Um texto póstumo de Ângelo Ribau
“Valha-nos Deus, que já não será sem tempo”
“Valha-nos Deus, que já não será sem tempo”, pensava eu, “ao menos aquelas temperaturas tórridas, a que não faltava sequer a falta de vento irão acabar. Oxalá o meu pai também acerte desta vez!”
Assim foi. Passados que foram cerca de dois dias, logo se notou pela manhã a temperatura a refrescar. O dia já foi menos quente e pela tarde, ao regressarmos a casa, chegados à “boca” do Esteiro dos Frades, foi dada ordem de içar a vela, que puxada pela “ustaga” se fez chegar ao cimo do mastro.

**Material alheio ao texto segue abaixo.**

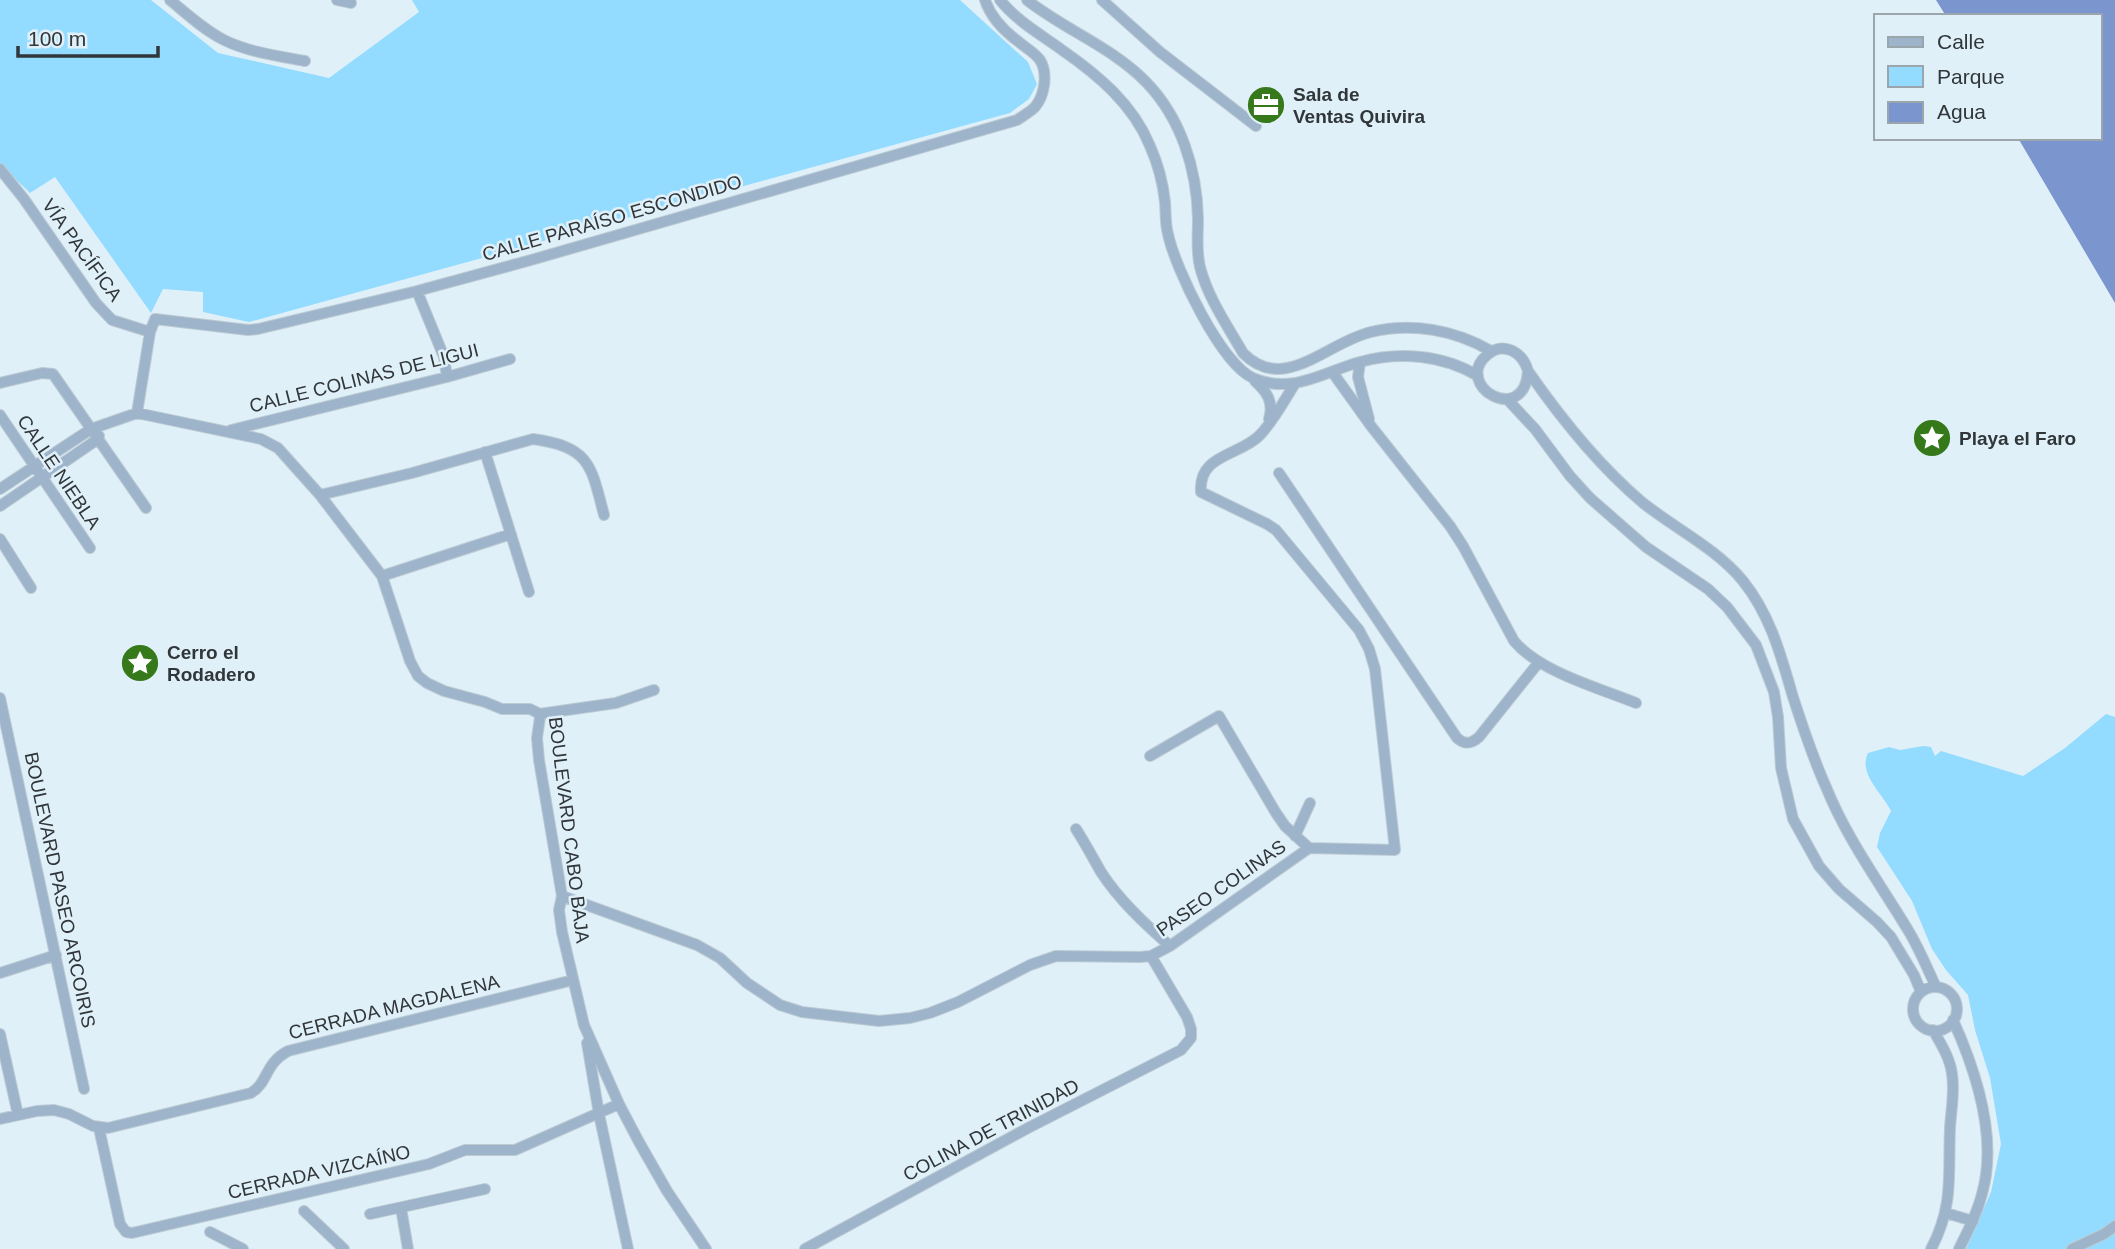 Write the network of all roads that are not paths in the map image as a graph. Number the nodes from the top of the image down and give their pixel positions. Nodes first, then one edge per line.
1 (170, 0) edge
2 (337, 0) edge
3 (985, 0) edge
4 (1000, 0) edge
5 (1027, 0) edge
6 (1102, 0) edge
7 (351, 3) dead end
8 (305, 61) dead end
9 (1256, 127) dead end
10 (0, 169) edge
11 (417, 291) junction
12 (150, 332) junction
13 (1491, 351) junction
14 (510, 359) dead end
15 (1360, 362) junction
16 (1528, 371) junction
17 (1333, 373) junction
18 (1250, 376) junction
19 (1478, 376) junction
20 (447, 377) junction
21 (0, 383) edge
22 (1294, 384) junction
23 (1507, 399) junction
24 (137, 413) junction
25 (0, 415) edge
26 (106, 425) junction
27 (1267, 426) junction
28 (1371, 426) junction
29 (90, 429) junction
30 (227, 431) junction
31 (98, 439) junction
32 (485, 452) junction
33 (34, 466) junction
34 (1279, 473) dead end
35 (42, 477) junction
36 (0, 489) edge
37 (320, 495) junction
38 (0, 506) edge
39 (146, 509) dead end
40 (604, 514) dead end
41 (511, 534) junction
42 (0, 539) edge
43 (90, 548) dead end
44 (382, 576) junction
45 (31, 588) dead end
46 (529, 592) dead end
47 (1539, 662) junction
48 (653, 690) dead end
49 (0, 698) edge
50 (1636, 703) dead end
51 (2, 712) edge
52 (539, 714) junction
53 (1150, 756) dead end
54 (1310, 803) dead end
55 (1076, 829) dead end
56 (1295, 836) junction
57 (1309, 848) junction
58 (562, 896) junction
59 (1170, 946) junction
60 (56, 955) junction
61 (1151, 956) junction
62 (0, 973) edge
63 (573, 980) junction
64 (1936, 987) junction
65 (1920, 992) junction
66 (1953, 1020) junction
67 (584, 1025) junction
68 (1933, 1030) junction
69 (0, 1034) edge
70 (1191, 1038) joint
71 (84, 1089) dead end
72 (619, 1104) junction
73 (599, 1114) junction
74 (18, 1115) junction
75 (0, 1119) edge
76 (99, 1128) junction
77 (485, 1189) dead end
78 (401, 1208) junction
79 (304, 1211) dead end
80 (1946, 1213) junction
81 (370, 1214) dead end
82 (1973, 1221) junction
83 (2115, 1226) edge
84 (210, 1232) dead end
85 (243, 1249) edge
86 (344, 1249) edge
87 (408, 1249) edge
88 (628, 1249) edge
89 (706, 1249) edge
90 (805, 1249) edge
91 (1931, 1249) edge
92 (1959, 1249) edge
93 (2073, 1249) edge

1 - 8 street
2 - 7 street
3 - 11 street, CALLE PARAÍSO ESCONDIDO
4 - 18 street
5 - 13 street
6 - 9 street
10 - 12 street, VÍA PACÍFICA
11 - 12 street, CALLE PARAÍSO ESCONDIDO
11 - 20 street
12 - 24 street
13 - 16 street
13 - 19 street
14 - 20 street, CALLE COLINAS DE LIGUI
15 - 17 street
15 - 19 street
15 - 28 street
16 - 23 street
16 - 64 street
17 - 22 street
17 - 28 street
18 - 22 street
18 - 27 street
19 - 23 street
20 - 30 street, CALLE COLINAS DE LIGUI
21 - 29 street
22 - 27 street
23 - 65 street
24 - 26 street
24 - 30 street, BOULEVARD CABO BAJA
25 - 33 street, CALLE NIEBLA
26 - 29 street
26 - 31 street
27 - 57 street, PASEO COLINAS
28 - 47 street
29 - 31 street
29 - 33 street
30 - 37 street, BOULEVARD CABO BAJA
31 - 35 street
31 - 39 street
32 - 37 street
32 - 40 street
32 - 41 street
33 - 35 street, CALLE NIEBLA
33 - 36 street
34 - 47 street
35 - 38 street
35 - 43 street, CALLE NIEBLA
37 - 44 street, BOULEVARD CABO BAJA
41 - 44 street
41 - 46 street
42 - 45 street
44 - 52 street, BOULEVARD CABO BAJA
47 - 50 street
48 - 52 street
49 - 51 street, BOULEVARD PASEO ARCOIRIS
51 - 60 street, BOULEVARD PASEO ARCOIRIS
52 - 58 street, BOULEVARD CABO BAJA
53 - 56 street
54 - 56 street
55 - 59 street
56 - 57 street
57 - 59 street, PASEO COLINAS
58 - 61 street, PASEO COLINAS
58 - 63 street, BOULEVARD CABO BAJA
59 - 61 street, PASEO COLINAS
60 - 62 street
60 - 71 street, BOULEVARD PASEO ARCOIRIS
61 - 70 street, PASEO COLINAS
63 - 67 street, BOULEVARD CABO BAJA
63 - 76 street, CERRADA MAGDALENA
64 - 65 street
64 - 66 street
65 - 68 street
66 - 68 street
66 - 82 street
67 - 72 street, BOULEVARD CABO BAJA
67 - 73 street, BOULEVARD CABO BAJA
68 - 80 street
69 - 74 street
70 - 90 street, COLINA DE TRINIDAD
72 - 73 street, CERRADA VIZCAÍNO
72 - 89 street, BOULEVARD CABO BAJA
73 - 76 street, CERRADA VIZCAÍNO
73 - 88 street, BOULEVARD CABO BAJA
74 - 75 street
74 - 76 street
77 - 78 street
78 - 81 street
78 - 87 street
79 - 86 street
80 - 82 street
80 - 91 street
82 - 92 street
83 - 93 street
84 - 85 street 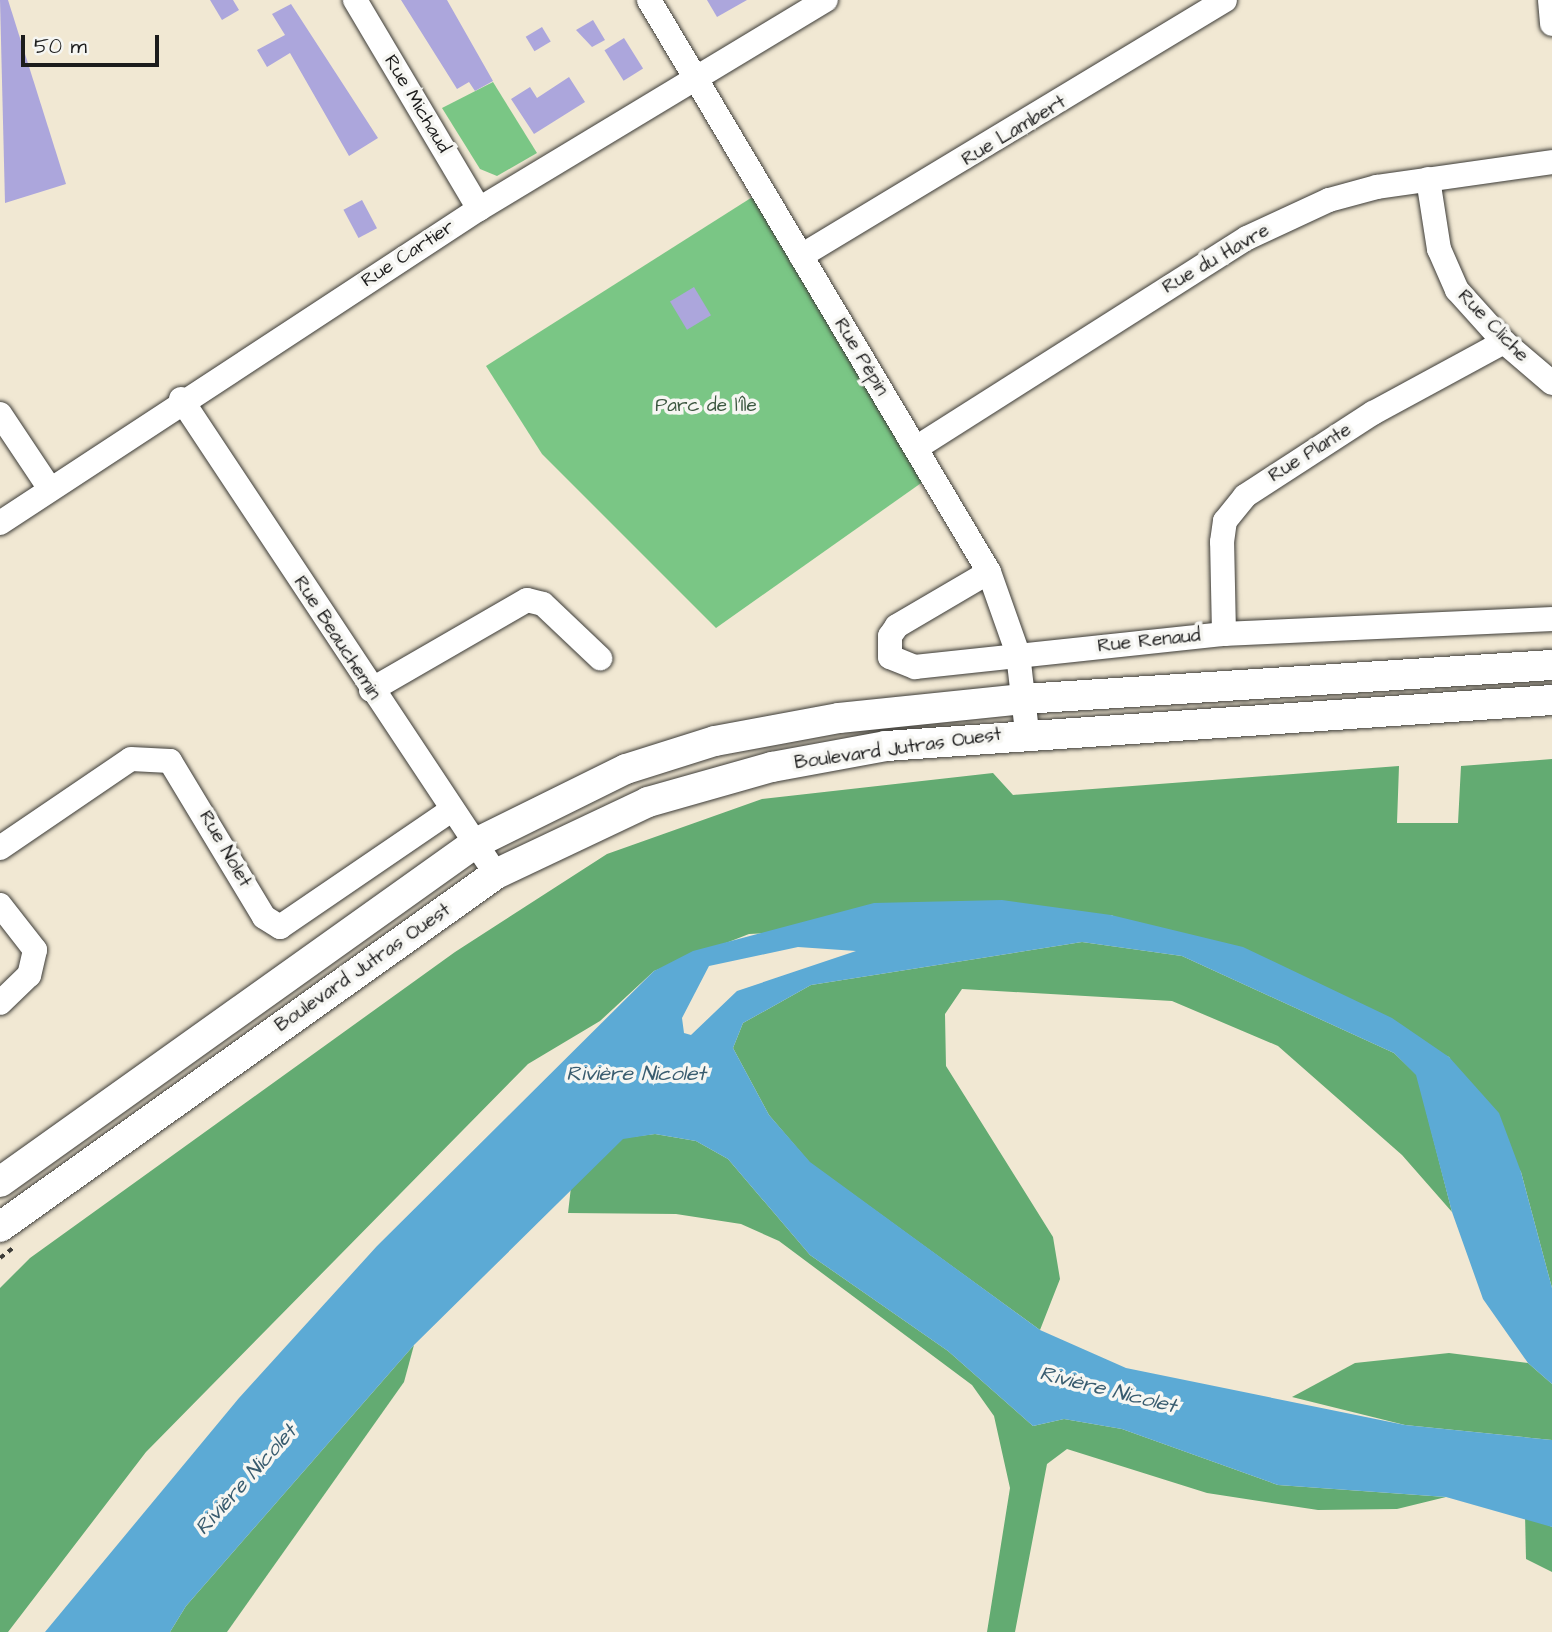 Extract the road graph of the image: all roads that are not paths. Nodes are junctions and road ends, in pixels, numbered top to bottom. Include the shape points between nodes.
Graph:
1 (355, 0) edge
2 (649, 0) edge
3 (826, 0) edge
4 (1225, 0) edge
5 (1550, 0) edge
6 (1552, 24) edge
7 (696, 82) junction
8 (1552, 162) edge
9 (1429, 178) junction
10 (479, 209) junction
11 (801, 256) junction
12 (1504, 342) junction
13 (1552, 383) edge
14 (181, 399) junction
15 (0, 414) edge
16 (916, 448) junction
17 (50, 489) junction
18 (0, 523) edge
19 (989, 572) junction
20 (1552, 620) edge
21 (1224, 634) junction
22 (1018, 654) junction
23 (600, 657) dead end
24 (1552, 665) edge
25 (372, 690) junction
26 (1023, 699) junction
27 (1552, 700) edge
28 (1027, 732) junction
29 (450, 811) junction
30 (474, 844) junction
31 (0, 848) edge
32 (496, 874) junction
33 (0, 905) edge
34 (0, 1003) edge
35 (0, 1182) edge
36 (11, 1234) edge

1 - 10 street, Rue Michaud
2 - 7 street, Rue Pépin
3 - 7 street, Rue Cartier
4 - 11 street, Rue Lambert
5 - 6 street
7 - 10 street, Rue Cartier
7 - 11 street, Rue Pépin
8 - 9 street, Rue du Havre
9 - 12 street, Rue Cliche via 1445,269
9 - 16 street, Rue du Havre via 1329,200 1247,238
10 - 14 street, Rue Cartier
11 - 16 street, Rue Pépin
12 - 13 street, Rue Cliche
12 - 21 street, Rue Plante via 1374,413 1245,496 1225,521
14 - 17 street, Rue Cartier
14 - 25 street, Rue Beauchemin
15 - 17 street
16 - 19 street, Rue Pépin
17 - 18 street, Rue Cartier
19 - 22 street, Rue Pépin
19 - 22 street, Rue Renaud via 897,626 890,636 890,657 915,667
20 - 21 street, Rue Renaud
21 - 22 street, Rue Renaud
22 - 26 street, Rue Pépin
23 - 25 street via 543,604 527,600
24 - 26 main road, Boulevard Jutras Ouest
25 - 29 street, Rue Beauchemin
26 - 28 street, Rue Pépin
26 - 30 main road, Boulevard Jutras Ouest via 839,718 715,741 570,792
27 - 28 main road, Boulevard Jutras Ouest
28 - 32 main road, Boulevard Jutras Ouest via 833,754 722,779 603,820
29 - 30 street, Rue Beauchemin
29 - 31 street, Rue Nolet via 280,927 264,918 177,770 162,758 131,759
30 - 32 street, Rue Beauchemin
30 - 35 main road, Boulevard Jutras Ouest
32 - 36 main road, Boulevard Jutras Ouest
33 - 34 street via 35,950 29,975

Orientada pela escota de acordo com a direção do vento, lá ia a bateira em direção ao seu ancoradouro, junto à seca do Egas. O marnoto, sentado no “cagarete”, governava a bateira e ia orientando a vela, puxando ou largando a escota, que era presa na borda de sotavento. Com vento fresco a viagem era rápida e o esforço praticamente nulo. Era só içar a vela e arreá-la ao chegar ao ancoradouro.
Com a falta de temperaturas muito elevadas a produção de sal ia lentamente baixando. Mas, mesmo assim, trabalho nunca faltava. Os tabuleiros onde o sal escorria, para depois ser transportado para o monte, os “machos” por onde passávamos com as canastras cheias de sal, não eram mais lama dura. O sal tinha-se entranhado na lama e aqueles locais eram autênticas máquinas de lixar as solas dos pés. Só quem andou naquela vida pode fazer uma ideia correta dos sacrifícios que o pessoal das marinhas passava.